Ben Feldman, VP of Technical Operations, NYIAX

More cooperation throughout the supply chain

“GDPR might have the unintended effect of forcing more cooperation between vendors throughout the ad tech stack. One of the more problematic requirements of GDPR is that you need to keep a paper trail for your data, and you have to be able to export it or delete it at any web user’s request. So if some reader on a news site asks the publisher for the data, everyone including the ad exchange, the ad server, the data-management platform, and even the third-party measurement company, might end up having to fulfil the reader’s request. If the ICO decides to be strict on this issue, each company in the chain will need to be able to tell the next company in the chain exactly what data is relevant. That sounds a lot like classic data integration between vendors.”

Andrew Gu, VP of Product, Thunder

The ad industry could enter a period of ‘data austerity’

“With the GDPR deadline rapidly approaching, achieving compliance with new data laws should be at the top of all marketers’ New Year resolution lists. As awareness grows ahead of May 2018, many have still yet to prepare; a survey of European marketers earlier this year found that 51% were not ready for the changes. What is certain is that most of the advertising technology industry, and many brands, will not be ready in time. But prediction is about making sense of maximum uncertainty, confusion, and ignorance about what is coming next – the immovable GDPR and the unstoppable ePrivacy regulation hit the market. For instance, there is a high likelihood we will see the end of the DMP and data on borders as we know it in Europe, leaving the ad industry in a state of ‘data austerity’. The industry has spent too long ignoring the essential questions of data protection, but, 2018 will be exciting for those businesses that realise that the only real way forward is innovation – fresh thinking, new collaborations, and fit-for-purpose technology.”
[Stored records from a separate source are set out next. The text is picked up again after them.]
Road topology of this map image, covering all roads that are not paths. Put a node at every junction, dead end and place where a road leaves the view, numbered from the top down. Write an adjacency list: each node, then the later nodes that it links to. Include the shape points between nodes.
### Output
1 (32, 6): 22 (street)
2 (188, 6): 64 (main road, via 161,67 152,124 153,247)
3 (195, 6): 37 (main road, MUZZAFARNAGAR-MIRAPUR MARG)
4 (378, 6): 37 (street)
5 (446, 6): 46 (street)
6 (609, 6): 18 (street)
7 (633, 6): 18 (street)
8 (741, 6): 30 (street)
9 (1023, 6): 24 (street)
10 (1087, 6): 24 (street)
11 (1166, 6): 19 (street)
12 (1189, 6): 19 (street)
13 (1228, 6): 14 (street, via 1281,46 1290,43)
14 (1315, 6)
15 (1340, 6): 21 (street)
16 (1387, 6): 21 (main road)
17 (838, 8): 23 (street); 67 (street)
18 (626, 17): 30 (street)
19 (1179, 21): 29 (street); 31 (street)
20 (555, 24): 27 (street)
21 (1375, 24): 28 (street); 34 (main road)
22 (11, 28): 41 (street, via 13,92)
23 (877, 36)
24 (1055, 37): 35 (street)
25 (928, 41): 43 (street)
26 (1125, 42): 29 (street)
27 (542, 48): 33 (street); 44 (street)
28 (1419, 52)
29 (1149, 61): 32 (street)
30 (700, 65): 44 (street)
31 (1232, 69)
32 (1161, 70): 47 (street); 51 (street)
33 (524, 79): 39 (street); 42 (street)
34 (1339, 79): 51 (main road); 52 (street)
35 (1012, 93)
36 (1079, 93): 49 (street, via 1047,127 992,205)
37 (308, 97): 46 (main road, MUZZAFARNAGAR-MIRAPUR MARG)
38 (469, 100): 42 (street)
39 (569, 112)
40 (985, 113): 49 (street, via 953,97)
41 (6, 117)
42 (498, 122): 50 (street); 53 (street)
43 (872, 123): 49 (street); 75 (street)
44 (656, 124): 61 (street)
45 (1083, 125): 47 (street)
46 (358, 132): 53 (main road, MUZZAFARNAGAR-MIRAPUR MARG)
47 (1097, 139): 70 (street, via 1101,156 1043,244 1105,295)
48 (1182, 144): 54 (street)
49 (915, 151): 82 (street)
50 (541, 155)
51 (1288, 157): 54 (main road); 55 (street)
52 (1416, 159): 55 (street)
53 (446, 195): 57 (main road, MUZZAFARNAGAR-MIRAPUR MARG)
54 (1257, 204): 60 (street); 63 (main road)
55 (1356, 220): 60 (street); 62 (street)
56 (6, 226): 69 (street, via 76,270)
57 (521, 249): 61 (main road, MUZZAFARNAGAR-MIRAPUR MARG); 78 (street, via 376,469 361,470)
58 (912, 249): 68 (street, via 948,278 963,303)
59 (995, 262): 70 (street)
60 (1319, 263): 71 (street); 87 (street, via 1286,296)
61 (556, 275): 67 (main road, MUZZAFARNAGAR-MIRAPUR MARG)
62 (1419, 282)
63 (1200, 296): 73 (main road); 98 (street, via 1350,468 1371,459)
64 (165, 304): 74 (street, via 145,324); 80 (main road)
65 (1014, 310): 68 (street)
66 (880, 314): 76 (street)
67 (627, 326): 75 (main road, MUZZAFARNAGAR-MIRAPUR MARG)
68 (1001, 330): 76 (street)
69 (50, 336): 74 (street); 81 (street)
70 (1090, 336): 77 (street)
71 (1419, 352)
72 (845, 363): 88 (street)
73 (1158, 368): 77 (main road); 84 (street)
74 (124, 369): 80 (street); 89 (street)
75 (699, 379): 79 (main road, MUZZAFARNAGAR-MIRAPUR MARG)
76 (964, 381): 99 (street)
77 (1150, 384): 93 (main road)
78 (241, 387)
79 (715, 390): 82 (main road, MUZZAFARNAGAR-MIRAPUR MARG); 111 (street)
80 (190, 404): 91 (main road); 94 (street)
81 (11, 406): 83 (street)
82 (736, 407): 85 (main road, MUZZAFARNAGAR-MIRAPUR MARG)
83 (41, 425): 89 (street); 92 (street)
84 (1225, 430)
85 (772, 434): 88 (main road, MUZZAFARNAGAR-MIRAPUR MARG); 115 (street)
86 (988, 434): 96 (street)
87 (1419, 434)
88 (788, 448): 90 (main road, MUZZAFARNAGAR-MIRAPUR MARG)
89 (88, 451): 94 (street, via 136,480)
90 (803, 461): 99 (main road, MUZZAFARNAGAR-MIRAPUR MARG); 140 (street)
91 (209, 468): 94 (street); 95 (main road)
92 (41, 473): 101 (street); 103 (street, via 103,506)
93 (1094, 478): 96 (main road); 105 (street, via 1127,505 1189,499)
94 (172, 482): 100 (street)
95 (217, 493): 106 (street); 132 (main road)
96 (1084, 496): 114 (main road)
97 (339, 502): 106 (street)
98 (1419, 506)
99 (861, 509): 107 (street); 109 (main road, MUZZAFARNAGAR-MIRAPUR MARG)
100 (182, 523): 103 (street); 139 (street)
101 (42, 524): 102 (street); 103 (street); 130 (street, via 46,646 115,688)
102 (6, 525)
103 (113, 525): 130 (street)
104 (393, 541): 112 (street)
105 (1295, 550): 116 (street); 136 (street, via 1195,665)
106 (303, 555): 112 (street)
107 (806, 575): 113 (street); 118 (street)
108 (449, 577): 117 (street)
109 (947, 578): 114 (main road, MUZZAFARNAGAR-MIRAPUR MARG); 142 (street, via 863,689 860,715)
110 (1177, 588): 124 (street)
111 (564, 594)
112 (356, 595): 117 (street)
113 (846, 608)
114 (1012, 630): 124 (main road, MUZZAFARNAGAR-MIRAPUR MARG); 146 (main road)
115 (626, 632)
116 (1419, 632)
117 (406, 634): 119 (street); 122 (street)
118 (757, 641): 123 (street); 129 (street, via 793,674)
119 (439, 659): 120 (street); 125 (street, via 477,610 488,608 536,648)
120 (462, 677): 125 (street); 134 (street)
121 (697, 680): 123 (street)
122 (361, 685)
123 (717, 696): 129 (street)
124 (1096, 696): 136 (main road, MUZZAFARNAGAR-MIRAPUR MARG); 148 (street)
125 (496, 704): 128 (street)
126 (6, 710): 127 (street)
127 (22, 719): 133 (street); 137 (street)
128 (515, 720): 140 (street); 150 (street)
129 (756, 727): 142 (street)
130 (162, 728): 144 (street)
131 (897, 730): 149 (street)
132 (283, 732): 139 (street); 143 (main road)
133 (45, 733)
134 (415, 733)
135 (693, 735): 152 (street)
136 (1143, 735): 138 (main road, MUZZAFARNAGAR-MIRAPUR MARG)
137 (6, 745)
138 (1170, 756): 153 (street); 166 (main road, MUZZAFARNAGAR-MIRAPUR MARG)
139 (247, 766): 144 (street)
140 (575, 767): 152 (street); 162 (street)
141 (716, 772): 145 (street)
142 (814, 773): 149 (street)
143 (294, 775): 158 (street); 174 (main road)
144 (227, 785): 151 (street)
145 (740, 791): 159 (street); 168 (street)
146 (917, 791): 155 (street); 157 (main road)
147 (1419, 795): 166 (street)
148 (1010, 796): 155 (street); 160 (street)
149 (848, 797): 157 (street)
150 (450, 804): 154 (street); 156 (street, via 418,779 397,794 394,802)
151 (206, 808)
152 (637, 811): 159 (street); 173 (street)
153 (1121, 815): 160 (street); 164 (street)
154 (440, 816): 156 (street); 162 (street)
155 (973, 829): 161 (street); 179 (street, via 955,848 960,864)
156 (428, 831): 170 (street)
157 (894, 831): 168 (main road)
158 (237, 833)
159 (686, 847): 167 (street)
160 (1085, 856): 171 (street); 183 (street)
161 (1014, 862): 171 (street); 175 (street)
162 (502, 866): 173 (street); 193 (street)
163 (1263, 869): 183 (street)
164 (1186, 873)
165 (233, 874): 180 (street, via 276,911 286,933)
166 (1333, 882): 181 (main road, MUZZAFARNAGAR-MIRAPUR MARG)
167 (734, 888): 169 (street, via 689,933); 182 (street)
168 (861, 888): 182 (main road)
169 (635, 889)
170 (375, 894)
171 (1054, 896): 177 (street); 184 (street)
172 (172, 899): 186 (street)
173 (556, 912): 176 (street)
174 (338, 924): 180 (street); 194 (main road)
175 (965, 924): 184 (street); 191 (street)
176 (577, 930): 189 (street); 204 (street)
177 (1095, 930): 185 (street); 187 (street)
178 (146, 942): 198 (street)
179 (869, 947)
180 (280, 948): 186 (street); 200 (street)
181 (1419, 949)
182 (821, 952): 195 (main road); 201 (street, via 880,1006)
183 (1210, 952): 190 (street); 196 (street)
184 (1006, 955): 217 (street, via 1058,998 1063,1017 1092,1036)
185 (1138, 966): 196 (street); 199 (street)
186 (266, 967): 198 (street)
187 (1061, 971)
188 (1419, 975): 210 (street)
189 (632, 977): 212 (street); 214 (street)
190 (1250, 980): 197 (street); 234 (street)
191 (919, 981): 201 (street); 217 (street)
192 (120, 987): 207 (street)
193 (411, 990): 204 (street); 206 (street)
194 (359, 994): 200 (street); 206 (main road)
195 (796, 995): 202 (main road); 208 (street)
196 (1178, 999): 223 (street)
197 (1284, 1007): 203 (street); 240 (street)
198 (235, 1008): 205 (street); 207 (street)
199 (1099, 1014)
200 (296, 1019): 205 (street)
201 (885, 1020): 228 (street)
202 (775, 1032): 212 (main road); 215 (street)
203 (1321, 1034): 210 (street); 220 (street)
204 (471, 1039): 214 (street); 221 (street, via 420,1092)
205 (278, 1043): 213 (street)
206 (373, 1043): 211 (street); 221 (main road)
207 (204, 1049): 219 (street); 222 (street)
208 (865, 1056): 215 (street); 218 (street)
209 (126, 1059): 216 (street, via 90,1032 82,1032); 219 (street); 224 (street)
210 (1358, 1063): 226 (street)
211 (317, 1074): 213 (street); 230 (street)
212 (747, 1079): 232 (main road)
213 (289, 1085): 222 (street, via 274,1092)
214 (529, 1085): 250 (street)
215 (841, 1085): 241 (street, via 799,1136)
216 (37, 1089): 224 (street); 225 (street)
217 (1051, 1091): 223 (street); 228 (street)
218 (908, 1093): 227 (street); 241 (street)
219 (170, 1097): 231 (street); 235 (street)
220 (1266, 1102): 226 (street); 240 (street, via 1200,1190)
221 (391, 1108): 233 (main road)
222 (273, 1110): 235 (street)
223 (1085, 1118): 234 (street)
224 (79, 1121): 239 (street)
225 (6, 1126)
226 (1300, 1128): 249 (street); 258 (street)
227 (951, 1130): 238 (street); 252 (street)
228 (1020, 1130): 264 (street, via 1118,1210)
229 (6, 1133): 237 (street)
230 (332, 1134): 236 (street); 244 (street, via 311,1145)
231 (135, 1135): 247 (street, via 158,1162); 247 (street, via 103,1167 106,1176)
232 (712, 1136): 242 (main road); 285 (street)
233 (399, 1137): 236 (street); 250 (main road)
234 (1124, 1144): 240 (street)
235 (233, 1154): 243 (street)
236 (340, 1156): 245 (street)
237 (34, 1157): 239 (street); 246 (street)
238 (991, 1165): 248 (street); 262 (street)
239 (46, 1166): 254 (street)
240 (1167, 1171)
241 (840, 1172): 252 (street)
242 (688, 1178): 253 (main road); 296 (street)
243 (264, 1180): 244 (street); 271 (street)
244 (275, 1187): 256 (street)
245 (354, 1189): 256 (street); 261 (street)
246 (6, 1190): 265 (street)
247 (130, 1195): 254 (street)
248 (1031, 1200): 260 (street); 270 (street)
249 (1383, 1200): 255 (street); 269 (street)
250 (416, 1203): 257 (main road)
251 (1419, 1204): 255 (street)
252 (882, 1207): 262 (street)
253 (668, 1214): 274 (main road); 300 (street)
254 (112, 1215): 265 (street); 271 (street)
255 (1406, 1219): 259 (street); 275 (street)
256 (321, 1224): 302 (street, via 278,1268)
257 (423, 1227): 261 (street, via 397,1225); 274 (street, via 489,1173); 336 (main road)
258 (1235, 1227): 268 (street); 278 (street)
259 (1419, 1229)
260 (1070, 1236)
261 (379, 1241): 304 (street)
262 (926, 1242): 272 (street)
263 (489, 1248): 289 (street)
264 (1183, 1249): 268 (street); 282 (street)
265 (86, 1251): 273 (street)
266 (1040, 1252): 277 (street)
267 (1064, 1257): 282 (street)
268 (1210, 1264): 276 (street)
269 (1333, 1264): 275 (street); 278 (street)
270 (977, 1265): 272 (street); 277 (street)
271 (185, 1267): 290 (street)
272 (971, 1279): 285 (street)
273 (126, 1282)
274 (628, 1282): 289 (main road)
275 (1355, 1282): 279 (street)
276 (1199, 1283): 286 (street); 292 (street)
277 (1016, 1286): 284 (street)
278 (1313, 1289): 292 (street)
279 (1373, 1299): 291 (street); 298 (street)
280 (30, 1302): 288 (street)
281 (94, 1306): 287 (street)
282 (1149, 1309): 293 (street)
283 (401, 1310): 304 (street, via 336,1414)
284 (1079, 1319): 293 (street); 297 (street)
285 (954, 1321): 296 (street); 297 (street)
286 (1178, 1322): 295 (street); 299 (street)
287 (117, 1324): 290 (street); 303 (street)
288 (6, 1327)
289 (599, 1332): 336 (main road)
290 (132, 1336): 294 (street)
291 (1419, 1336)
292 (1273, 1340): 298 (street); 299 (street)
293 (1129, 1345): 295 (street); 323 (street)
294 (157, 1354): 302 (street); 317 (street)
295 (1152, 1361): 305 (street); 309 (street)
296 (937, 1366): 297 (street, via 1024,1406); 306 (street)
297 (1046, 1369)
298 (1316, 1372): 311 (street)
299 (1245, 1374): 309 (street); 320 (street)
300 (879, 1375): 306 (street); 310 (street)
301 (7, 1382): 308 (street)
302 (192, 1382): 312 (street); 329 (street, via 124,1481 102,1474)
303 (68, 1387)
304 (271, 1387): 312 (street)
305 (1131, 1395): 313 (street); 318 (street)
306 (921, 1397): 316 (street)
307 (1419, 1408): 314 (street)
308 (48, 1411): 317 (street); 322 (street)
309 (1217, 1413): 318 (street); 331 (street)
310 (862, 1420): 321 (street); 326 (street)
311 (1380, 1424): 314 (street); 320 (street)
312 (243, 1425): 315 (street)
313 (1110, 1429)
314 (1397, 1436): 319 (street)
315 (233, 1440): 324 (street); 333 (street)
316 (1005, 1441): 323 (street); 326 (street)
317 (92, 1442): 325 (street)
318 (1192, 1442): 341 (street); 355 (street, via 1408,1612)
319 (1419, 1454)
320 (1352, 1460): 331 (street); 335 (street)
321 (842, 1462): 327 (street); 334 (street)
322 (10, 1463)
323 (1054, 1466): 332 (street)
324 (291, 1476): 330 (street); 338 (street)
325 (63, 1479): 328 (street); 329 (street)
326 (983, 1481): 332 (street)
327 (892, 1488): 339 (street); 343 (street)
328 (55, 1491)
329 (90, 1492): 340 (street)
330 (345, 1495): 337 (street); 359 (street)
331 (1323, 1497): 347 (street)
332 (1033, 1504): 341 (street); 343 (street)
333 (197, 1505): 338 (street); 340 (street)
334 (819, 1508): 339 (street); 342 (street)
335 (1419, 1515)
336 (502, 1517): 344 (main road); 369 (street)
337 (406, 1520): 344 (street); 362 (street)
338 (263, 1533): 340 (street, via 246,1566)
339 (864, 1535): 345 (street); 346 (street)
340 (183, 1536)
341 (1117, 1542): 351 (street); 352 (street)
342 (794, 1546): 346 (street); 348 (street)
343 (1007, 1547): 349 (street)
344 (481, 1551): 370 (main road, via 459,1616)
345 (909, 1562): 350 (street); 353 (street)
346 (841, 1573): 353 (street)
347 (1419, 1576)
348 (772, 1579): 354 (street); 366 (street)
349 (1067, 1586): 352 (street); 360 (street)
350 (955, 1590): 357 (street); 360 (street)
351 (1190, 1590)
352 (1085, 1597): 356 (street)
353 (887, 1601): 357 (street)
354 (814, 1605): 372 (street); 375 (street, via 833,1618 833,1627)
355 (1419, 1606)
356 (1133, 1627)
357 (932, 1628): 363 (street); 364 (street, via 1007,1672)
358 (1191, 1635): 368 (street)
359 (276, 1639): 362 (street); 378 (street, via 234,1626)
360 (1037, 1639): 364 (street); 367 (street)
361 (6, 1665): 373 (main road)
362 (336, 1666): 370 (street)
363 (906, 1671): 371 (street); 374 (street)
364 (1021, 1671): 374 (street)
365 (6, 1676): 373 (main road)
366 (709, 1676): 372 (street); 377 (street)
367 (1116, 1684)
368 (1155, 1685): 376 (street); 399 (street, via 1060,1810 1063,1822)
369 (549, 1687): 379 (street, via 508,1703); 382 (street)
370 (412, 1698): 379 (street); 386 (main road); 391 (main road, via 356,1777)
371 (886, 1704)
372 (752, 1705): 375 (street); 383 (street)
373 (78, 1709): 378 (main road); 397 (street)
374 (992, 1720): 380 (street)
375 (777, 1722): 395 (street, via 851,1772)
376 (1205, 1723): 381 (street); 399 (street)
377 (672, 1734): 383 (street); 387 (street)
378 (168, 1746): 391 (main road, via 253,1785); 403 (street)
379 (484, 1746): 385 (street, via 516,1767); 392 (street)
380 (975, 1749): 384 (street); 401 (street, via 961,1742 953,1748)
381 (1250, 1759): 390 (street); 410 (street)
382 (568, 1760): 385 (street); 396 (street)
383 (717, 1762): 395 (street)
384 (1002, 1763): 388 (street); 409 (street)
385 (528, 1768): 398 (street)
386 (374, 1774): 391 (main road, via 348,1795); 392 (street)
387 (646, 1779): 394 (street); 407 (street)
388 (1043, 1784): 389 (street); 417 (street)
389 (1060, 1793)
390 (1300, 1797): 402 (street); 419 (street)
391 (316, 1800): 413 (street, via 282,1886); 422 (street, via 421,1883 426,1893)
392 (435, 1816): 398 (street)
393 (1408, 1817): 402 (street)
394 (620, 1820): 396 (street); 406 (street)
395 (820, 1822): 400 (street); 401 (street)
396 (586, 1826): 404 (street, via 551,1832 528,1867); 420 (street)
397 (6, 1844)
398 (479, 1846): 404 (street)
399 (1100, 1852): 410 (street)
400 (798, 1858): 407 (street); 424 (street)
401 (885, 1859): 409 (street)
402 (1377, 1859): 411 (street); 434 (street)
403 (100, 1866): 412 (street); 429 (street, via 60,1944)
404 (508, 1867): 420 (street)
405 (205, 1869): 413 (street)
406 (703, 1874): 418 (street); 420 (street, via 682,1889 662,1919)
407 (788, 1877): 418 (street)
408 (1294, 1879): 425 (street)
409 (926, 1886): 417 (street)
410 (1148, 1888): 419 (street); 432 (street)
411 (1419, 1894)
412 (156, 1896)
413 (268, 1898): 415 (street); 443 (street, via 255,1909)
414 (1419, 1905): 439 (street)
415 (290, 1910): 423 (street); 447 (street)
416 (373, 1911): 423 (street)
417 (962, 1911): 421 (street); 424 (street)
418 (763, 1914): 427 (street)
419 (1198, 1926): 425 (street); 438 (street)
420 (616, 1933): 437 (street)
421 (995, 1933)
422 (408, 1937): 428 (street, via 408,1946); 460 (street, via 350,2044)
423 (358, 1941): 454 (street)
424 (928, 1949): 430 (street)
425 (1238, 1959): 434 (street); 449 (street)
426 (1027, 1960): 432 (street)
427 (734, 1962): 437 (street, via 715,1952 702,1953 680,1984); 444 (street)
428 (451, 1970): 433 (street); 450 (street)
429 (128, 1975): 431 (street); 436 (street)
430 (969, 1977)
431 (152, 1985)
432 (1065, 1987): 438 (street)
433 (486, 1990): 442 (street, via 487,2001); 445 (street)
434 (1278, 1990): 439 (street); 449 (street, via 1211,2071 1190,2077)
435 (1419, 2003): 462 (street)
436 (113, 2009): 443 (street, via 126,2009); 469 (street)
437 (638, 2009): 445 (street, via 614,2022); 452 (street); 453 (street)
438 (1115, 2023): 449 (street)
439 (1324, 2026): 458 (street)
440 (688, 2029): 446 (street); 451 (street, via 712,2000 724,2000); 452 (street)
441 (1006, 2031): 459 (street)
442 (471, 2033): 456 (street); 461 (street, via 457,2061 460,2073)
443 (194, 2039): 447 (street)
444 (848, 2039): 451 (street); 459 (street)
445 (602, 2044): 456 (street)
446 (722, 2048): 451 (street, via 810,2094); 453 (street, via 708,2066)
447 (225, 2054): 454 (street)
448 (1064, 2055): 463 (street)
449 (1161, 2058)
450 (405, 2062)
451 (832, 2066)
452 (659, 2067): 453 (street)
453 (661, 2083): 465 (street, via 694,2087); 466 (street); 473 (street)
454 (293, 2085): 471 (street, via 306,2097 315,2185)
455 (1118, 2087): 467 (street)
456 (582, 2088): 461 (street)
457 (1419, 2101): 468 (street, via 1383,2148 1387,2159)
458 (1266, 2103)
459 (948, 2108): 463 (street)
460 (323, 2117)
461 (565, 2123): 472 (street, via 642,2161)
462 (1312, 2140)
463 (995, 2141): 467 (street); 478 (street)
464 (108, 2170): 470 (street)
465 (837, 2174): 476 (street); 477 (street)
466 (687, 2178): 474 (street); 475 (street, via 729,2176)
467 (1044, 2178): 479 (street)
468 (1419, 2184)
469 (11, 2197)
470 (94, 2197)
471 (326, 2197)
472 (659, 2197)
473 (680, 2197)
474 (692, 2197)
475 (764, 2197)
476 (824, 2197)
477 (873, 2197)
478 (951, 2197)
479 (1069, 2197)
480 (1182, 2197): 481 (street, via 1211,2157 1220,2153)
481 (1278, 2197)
Tobin Ireland, CEO & Co-founder, Smartpipe

Net neutrality could be under serious threat

“GDPR is now fast approaching as the industry is still wrapping its head around the legislation, which has a global reach. By the end of 2018, there are sure to be some heavy fines placed, which will set the scene from which others can learn. Net Neutrality is under serious threat by the FTC’s plans to reclassify ISPs from a utility – where internet providers are required to provide open access to their networks for all digital content – to information providers, allowing them to potentially throttle distribution of some content types and charge for better access. Depending on what happens on 14 December, this could affect the whole internet in 2018.”